There are also practical limits as to how fair you can make an airfoil. Eventually surface contamination from bugs or even dust becomes a problem. (Bugs significantly degrade performance of state-of-the-art sailplanes.)
I’d accept the notion that aspect ratio puts a constraint on L/D. But you seem to imply that unlimited aspect ratio implies unlimited L/D, which I question.
Quite right, although modern airfoils have significantly reduced the seriousness of this problem.
Let’s consider a wide river with parallel sides, where the wind is blowing exactly sideways to the river. Let’s say that the wind is blowing at a speed such that any little parcel of air takes two minutes to get from one side of the river to the other. Now you have a sailboat, and want to race it from one bank to the other.
If you sail it directly downwind, which would be directly across the river, it will take you more than two minutes to cross. Instead, let’s say you tack across. It still will take more than two minutes - your ground speed can be faster than the wind is blowing, but you’ll have a longer distance to travel. I don’t think there’s any way to cross the river in under two minutes whether you tack or not.

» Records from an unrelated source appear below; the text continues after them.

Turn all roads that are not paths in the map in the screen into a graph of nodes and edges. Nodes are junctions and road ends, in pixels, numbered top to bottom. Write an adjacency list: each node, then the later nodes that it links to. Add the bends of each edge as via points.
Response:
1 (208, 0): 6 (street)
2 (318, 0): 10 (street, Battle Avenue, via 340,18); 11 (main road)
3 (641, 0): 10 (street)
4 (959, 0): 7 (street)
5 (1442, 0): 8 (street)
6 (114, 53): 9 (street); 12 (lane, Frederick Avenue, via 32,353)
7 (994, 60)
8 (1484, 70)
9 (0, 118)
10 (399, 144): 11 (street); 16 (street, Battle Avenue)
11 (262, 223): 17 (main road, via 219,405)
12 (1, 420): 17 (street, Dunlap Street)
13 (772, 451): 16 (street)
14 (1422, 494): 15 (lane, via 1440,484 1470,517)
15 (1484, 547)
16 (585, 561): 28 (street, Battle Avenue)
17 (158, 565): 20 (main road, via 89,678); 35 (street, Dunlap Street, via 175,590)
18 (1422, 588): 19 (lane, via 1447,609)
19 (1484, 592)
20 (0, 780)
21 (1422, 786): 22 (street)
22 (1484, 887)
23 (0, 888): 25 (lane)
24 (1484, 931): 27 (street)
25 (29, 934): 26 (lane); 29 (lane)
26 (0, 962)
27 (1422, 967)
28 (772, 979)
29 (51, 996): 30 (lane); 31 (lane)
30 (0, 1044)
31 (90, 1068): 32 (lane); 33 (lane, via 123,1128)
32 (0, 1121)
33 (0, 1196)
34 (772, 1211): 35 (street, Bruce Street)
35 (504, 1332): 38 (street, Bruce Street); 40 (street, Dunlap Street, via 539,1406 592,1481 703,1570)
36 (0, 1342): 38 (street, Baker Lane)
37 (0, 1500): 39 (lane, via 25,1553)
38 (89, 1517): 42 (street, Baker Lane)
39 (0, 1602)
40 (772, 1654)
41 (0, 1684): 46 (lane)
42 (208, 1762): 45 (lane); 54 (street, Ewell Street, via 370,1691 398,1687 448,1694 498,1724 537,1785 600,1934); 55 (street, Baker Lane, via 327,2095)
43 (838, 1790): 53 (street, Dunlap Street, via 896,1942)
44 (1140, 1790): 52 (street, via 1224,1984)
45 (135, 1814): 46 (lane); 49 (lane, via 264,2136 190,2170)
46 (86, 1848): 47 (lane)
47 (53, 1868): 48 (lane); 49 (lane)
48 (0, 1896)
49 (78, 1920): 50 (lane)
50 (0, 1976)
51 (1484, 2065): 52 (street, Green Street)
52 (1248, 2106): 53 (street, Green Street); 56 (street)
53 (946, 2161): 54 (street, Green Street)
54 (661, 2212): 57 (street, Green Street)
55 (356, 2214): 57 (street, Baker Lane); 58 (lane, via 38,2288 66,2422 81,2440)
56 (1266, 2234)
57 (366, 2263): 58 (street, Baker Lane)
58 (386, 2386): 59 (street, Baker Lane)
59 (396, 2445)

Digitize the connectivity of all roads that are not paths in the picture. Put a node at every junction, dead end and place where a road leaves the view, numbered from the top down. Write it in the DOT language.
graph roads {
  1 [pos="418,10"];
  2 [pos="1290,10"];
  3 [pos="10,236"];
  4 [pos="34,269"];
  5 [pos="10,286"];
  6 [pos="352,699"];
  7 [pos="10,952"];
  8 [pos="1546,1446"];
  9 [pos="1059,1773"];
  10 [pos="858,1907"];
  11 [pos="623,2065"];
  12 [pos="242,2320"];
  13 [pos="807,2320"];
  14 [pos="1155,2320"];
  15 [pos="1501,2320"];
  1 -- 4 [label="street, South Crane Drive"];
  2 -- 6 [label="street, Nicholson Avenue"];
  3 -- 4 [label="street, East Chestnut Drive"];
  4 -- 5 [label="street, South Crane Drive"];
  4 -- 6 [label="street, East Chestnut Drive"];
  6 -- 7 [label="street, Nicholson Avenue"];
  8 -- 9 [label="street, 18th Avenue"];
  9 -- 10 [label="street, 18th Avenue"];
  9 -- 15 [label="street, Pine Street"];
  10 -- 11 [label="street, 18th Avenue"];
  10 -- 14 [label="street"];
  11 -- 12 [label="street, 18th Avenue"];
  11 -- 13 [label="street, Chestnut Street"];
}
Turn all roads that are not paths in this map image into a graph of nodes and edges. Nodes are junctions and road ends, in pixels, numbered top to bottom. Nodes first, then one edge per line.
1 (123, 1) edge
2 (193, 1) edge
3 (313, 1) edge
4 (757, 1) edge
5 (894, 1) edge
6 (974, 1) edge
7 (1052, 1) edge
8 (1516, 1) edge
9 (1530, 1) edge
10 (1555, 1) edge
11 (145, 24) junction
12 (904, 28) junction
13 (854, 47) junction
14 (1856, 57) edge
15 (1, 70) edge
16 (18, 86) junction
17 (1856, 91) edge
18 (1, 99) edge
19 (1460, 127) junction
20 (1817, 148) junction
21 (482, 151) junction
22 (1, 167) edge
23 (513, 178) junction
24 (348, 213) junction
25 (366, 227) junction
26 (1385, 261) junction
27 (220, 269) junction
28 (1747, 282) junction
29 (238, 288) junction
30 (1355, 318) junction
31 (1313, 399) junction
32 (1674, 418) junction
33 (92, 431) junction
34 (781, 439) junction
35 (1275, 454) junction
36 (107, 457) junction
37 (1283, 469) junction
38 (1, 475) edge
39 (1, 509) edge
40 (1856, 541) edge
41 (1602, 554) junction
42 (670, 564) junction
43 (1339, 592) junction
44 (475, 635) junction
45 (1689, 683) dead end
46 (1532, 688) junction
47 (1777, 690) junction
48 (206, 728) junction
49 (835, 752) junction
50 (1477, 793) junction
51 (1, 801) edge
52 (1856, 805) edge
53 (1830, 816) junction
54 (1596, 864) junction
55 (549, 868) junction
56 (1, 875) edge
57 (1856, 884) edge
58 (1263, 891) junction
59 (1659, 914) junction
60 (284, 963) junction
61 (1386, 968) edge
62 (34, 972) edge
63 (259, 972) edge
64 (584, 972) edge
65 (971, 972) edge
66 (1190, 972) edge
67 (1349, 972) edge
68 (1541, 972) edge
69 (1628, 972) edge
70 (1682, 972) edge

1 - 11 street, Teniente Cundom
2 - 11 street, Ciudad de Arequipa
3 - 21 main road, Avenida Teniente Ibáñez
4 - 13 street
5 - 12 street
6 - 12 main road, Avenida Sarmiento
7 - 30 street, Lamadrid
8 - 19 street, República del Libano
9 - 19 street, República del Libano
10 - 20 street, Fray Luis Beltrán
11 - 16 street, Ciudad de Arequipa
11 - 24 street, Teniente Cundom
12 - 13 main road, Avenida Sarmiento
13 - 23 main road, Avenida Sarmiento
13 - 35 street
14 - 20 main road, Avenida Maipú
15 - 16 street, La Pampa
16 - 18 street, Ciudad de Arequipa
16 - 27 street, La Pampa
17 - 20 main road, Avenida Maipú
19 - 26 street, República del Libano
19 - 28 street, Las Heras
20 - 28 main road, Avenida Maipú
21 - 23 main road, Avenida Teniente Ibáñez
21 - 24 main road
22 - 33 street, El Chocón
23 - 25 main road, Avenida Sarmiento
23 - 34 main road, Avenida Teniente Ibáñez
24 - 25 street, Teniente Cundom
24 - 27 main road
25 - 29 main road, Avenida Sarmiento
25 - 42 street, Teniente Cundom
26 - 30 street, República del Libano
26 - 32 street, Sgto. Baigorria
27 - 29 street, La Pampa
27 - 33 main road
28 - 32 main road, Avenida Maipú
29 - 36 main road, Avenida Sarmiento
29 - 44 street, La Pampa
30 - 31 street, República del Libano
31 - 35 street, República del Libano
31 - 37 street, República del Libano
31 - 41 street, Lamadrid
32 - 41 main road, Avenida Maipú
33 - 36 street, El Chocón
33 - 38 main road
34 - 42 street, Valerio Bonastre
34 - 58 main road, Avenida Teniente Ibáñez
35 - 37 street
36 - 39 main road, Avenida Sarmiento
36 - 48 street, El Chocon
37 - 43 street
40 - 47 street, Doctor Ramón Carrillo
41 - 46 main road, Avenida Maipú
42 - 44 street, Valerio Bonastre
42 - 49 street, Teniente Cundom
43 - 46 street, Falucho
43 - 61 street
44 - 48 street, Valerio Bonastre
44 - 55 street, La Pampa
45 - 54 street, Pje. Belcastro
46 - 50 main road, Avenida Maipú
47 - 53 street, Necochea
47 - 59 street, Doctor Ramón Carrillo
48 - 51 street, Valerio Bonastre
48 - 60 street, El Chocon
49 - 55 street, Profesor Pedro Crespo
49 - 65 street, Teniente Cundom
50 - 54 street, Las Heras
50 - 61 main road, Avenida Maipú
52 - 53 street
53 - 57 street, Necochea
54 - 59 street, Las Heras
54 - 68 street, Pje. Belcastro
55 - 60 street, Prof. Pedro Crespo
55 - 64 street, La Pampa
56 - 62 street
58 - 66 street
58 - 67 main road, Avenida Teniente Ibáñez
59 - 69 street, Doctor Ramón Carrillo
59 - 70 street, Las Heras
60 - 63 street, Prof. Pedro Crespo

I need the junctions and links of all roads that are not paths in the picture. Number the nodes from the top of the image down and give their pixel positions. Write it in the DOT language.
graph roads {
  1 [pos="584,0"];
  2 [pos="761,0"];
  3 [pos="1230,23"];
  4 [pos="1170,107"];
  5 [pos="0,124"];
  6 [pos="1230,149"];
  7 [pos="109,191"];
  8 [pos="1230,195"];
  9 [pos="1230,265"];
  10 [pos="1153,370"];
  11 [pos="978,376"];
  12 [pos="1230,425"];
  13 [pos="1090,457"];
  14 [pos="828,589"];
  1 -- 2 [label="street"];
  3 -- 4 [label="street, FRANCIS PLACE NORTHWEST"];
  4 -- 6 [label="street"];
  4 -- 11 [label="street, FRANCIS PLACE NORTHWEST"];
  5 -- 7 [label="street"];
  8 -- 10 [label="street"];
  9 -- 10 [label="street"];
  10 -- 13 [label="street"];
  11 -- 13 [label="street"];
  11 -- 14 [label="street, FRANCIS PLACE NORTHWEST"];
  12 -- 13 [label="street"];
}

Now applying this to the Blackbird, the propeller really is going faster than the wind. It could cross the same distance in under two minutes. So I don’t see how the tacking explanation helps here.
Nope, look into “speed made good” on sailing sites. There is so much speed to be gained on a loose reach that just the downwind component of velocity IS greater than the wind speed. Apparently near double for state-of-the-art Americas Cup boats, but worthwhile even for more mundane craft.
It’s a lot simpler than tacking. The wind propels the vehicle, the vehicle uses the forward motion to push back against the wind. This sounds like it ought to be impossible, but it isn’t.
The same thing can be done with gears (as I did last night, for the other thread). Thismodel uses gears to convert its own motion into a ‘push’ against the toothed rack used to push it. The result is that when you move the toothed rack forward, the vehicle moves forward faster than it.